BY CHUCK VANDENBERG
DES MOINES – Iowa Governor Kim Reynolds called on Congress Tuesday to “get to work” and get a comprehensive relief package put together as Iowa businesses and families struggle in the midst of the COVID pandemic.
At a press conference Tuesday, Reynolds said the state has to allocate the remainder of it’s CARES funding, which was part of the $2.2 trillion stimulus package passed by Congress in March, by Dec. 31.
Reynolds said the state doesn’t have the financial ability to make Iowa’s businesses and families whole again, and Congress will have to step forward.
“It’s time for Congress to come together and get a relief package passed and get some relief to small businesses and Iowa families who are suffering,” Reynolds said.
Colorado, New Mexico, Washington and Minnesota are some of the states considering repurposing CARES funding or tapping their own budgets.
Reynolds said the state is looking at the best ways to allocate the remainder of the state’s allocation.
“Unfortunately there is not enough state funding to make everyone whole and that’s the reality were dealing with,” Reynolds said this morning.
“This is something that Congress needs to do.

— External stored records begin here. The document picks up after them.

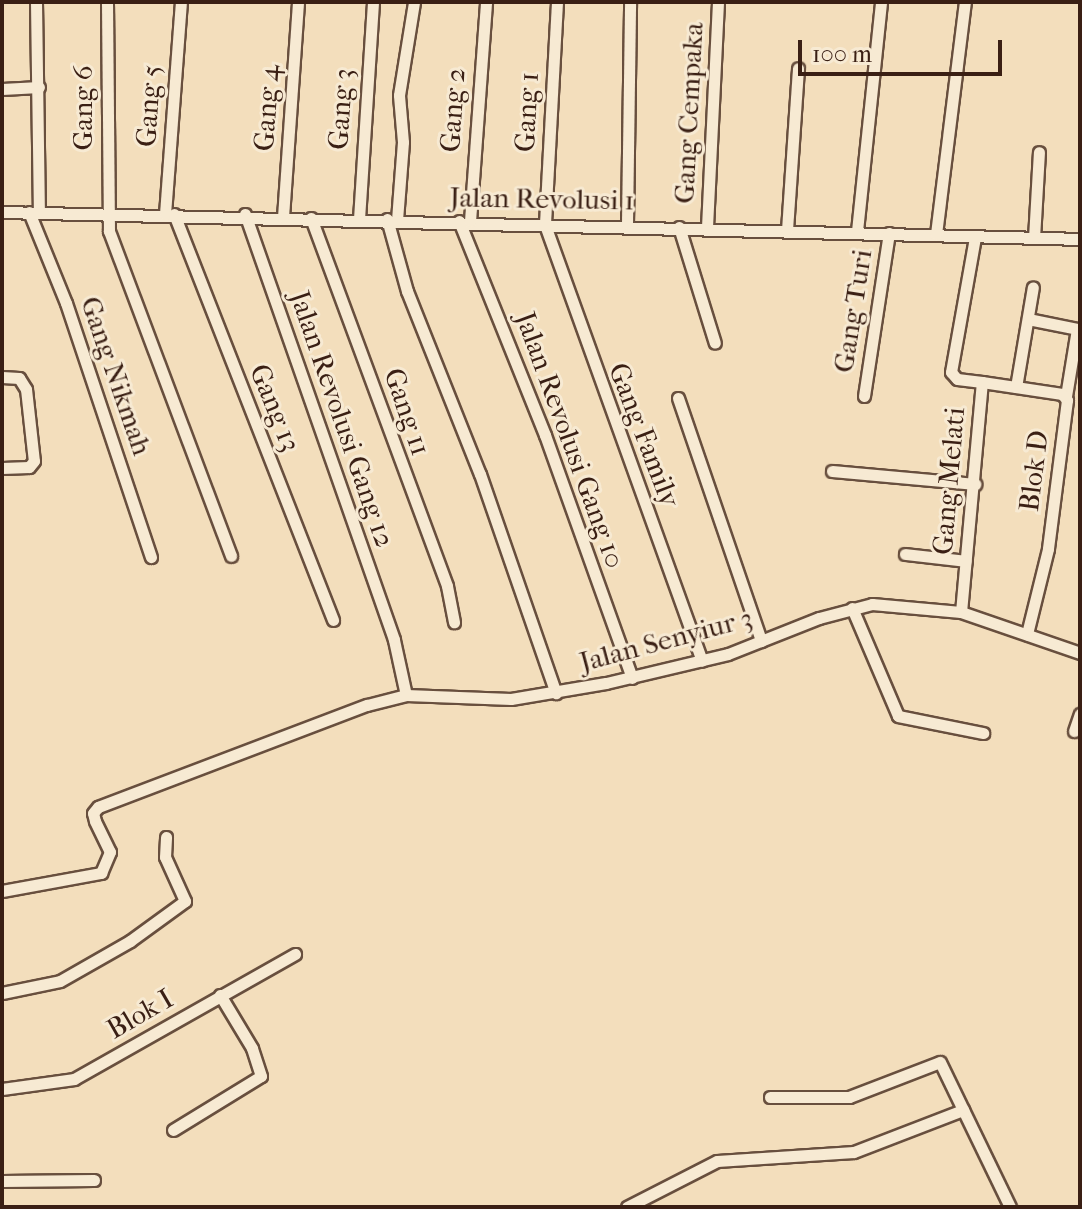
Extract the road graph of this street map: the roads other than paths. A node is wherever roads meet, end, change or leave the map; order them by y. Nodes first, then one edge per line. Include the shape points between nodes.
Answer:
1 (36, 2) edge
2 (107, 2) edge
3 (181, 2) edge
4 (298, 2) edge
5 (373, 2) edge
6 (414, 2) edge
7 (486, 2) edge
8 (557, 2) edge
9 (630, 2) edge
10 (718, 2) edge
11 (881, 2) edge
12 (965, 2) edge
13 (798, 68) dead end
14 (39, 87) junction
15 (2, 89) edge
16 (1039, 152) dead end
17 (2, 212) edge
18 (34, 212) junction
19 (108, 214) junction
20 (170, 214) junction
21 (245, 214) junction
22 (283, 217) junction
23 (311, 218) junction
24 (359, 219) junction
25 (392, 220) junction
26 (465, 221) junction
27 (627, 224) junction
28 (545, 225) junction
29 (679, 227) junction
30 (707, 227) junction
31 (787, 230) junction
32 (857, 231) junction
33 (889, 233) junction
34 (936, 234) junction
35 (975, 237) junction
36 (1034, 238) junction
37 (1080, 239) edge
38 (1033, 287) dead end
39 (1028, 319) junction
40 (715, 343) dead end
41 (2, 377) edge
42 (982, 382) junction
43 (1016, 387) junction
44 (864, 396) dead end
45 (1066, 396) junction
46 (678, 398) dead end
47 (2, 468) edge
48 (832, 471) dead end
49 (975, 484) junction
50 (905, 554) dead end
51 (231, 556) dead end
52 (151, 557) dead end
53 (966, 561) junction
54 (852, 608) junction
55 (961, 612) junction
56 (333, 620) dead end
57 (454, 622) dead end
58 (1027, 634) junction
59 (761, 641) junction
60 (1080, 653) edge
61 (702, 661) junction
62 (632, 678) junction
63 (556, 693) junction
64 (406, 695) junction
65 (1080, 714) edge
66 (1074, 731) dead end
67 (983, 733) dead end
68 (166, 837) dead end
69 (2, 891) edge
70 (295, 954) dead end
71 (2, 993) edge
72 (220, 995) junction
73 (2, 1089) edge
74 (770, 1097) dead end
75 (963, 1110) junction
76 (173, 1130) dead end
77 (94, 1180) dead end
78 (2, 1181) edge
79 (627, 1207) edge
80 (1010, 1207) edge

1 - 14 street
2 - 19 street, Gang 6
3 - 20 street, Gang 5
4 - 22 street, Gang 4
5 - 24 street, Gang 3
6 - 25 street via 399,95 403,142
7 - 26 street, Gang 2
8 - 28 street, Gang 1
9 - 27 street
10 - 30 street, Gang Cempaka
11 - 32 street
12 - 34 street
13 - 31 street
14 - 15 street
14 - 18 street
16 - 36 street
17 - 18 street, Jalan Revolusi 1
18 - 19 street, Jalan Revolusi 1
18 - 52 street, Gang Nikmah
19 - 20 street, Jalan Revolusi 1
19 - 51 street via 117,255
20 - 21 street, Jalan Revolusi 1
20 - 56 street, Gang 13
21 - 22 street, Jalan Revolusi 1
21 - 64 street, Jalan Revolusi Gang 12 via 394,640
22 - 23 street, Jalan Revolusi 1
23 - 24 street, Jalan Revolusi 1
23 - 57 street, Gang 11 via 447,586
24 - 25 street, Jalan Revolusi 1
25 - 26 street, Jalan Revolusi 1
25 - 63 street via 403,278 526,596
26 - 28 street, Jalan Revolusi 1
26 - 62 street, Jalan Revolusi Gang 10
27 - 28 street, Jalan Revolusi 1
27 - 29 street, Jalan Revolusi 1
28 - 61 street, Gang Family
29 - 30 street, Jalan Revolusi 1
29 - 40 street
30 - 31 street, Jalan Revolusi 1
31 - 32 street, Jalan Revolusi 1
32 - 33 street, Jalan Revolusi 1
33 - 34 street, Jalan Revolusi 1
33 - 44 street, Gang Turi
34 - 35 street, Jalan Revolusi 1
35 - 36 street, Jalan Revolusi 1
35 - 42 street, Gang Melati via 951,372 957,379
36 - 37 street, Jalan Revolusi 1
38 - 39 street
39 - 43 street
39 - 45 street via 1077,329
41 - 47 street via 19,378 26,389 34,461 29,467
42 - 43 street, Blok D
42 - 49 street, Gang Melati
43 - 45 street, Blok D
45 - 58 street, Blok D via 1048,549
46 - 59 street
48 - 49 street
49 - 53 street, Gang Melati
50 - 53 street
53 - 55 street, Gang Melati
54 - 55 street, Jalan Senyiur 3 via 889,603
54 - 59 street, Jalan Senyiur 3
54 - 67 street via 898,716
55 - 58 street, Jalan Senyiur 3
58 - 60 street, Jalan Senyiur 3
59 - 61 street, Jalan Senyiur 3
61 - 62 street, Jalan Senyiur 3
62 - 63 street, Jalan Senyiur 3
63 - 64 street, Jalan Senyiur 3 via 511,699
64 - 69 street, Jalan Senyiur 3 via 105,806 93,813 110,852 101,873
65 - 66 street
68 - 71 street via 165,857 185,901 130,941 60,981
70 - 72 street, Blok I
72 - 73 street, Blok I via 74,1079
72 - 76 street via 252,1048 261,1076
74 - 75 street via 849,1097 940,1062
75 - 79 street via 854,1152 717,1161
75 - 80 street
77 - 78 street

They need to step up and do their job. They need to come together and get it figured out and get relief sent to states for our small businesses and Iowans suffering from COVID-19, again, at no fault of their own.”
Reynolds said she continues to meet daily with staff to determine the best way to allocate the remaining funding, including some possible stop-gap measures with local businesses.
Coronavirus numbers have been on the decline across most of the state over the past 10 days, and Reynolds pointed to the increased mitigation efforts prior to Thanksgiving as part of the reason.
In Lee County, as of yesterday at 3:30 p.m. 105 people had tested positive since Wednesday at 3:30 p.m., a span of five days. Lee County’s current positivity rate is 16.5%, still over the 15% threshold required for schools to apply for remote learning.
However, all three county school systems have some sort of in-person learning as of Tuesday. Central Lee will go to a hybrid model starting Dec. 13. Fort Madison went back to 100% in-person learning on Tuesday. Holy Trinity stayed with in-person learning. All families in those districts have the option to choose remote learning.
“I am pleased to see that we’re seeing steady signs of improvement, but still have much work to do,” Reynolds said.
Iowa had hospitalization rates near 32% in the past two weeks and had a high daily hospitalization count of 1,510. She said new reports show the positivity rate across the state back down to 15%. Even with testing and analyzing stopped on Thursday for the holiday, she said 95,000 Iowans were tested last week. The state has seen 2,427 deaths associated with the virus.
Long-term care facilities are still seeing high numbers of cases across the state and Reynolds said the Iowa Department of Public Health and Department of Inspections and Appeals are working to get those situations under control.
With national news daily on the progress of vaccines, Reynolds said staff is in contact with vaccine providers and national distribution systems and will provide more information on what that rollout will look like in the coming days and weeks.
“It’s incredible in this challenging year that a vaccine is coming to Iowa,” Reynolds said.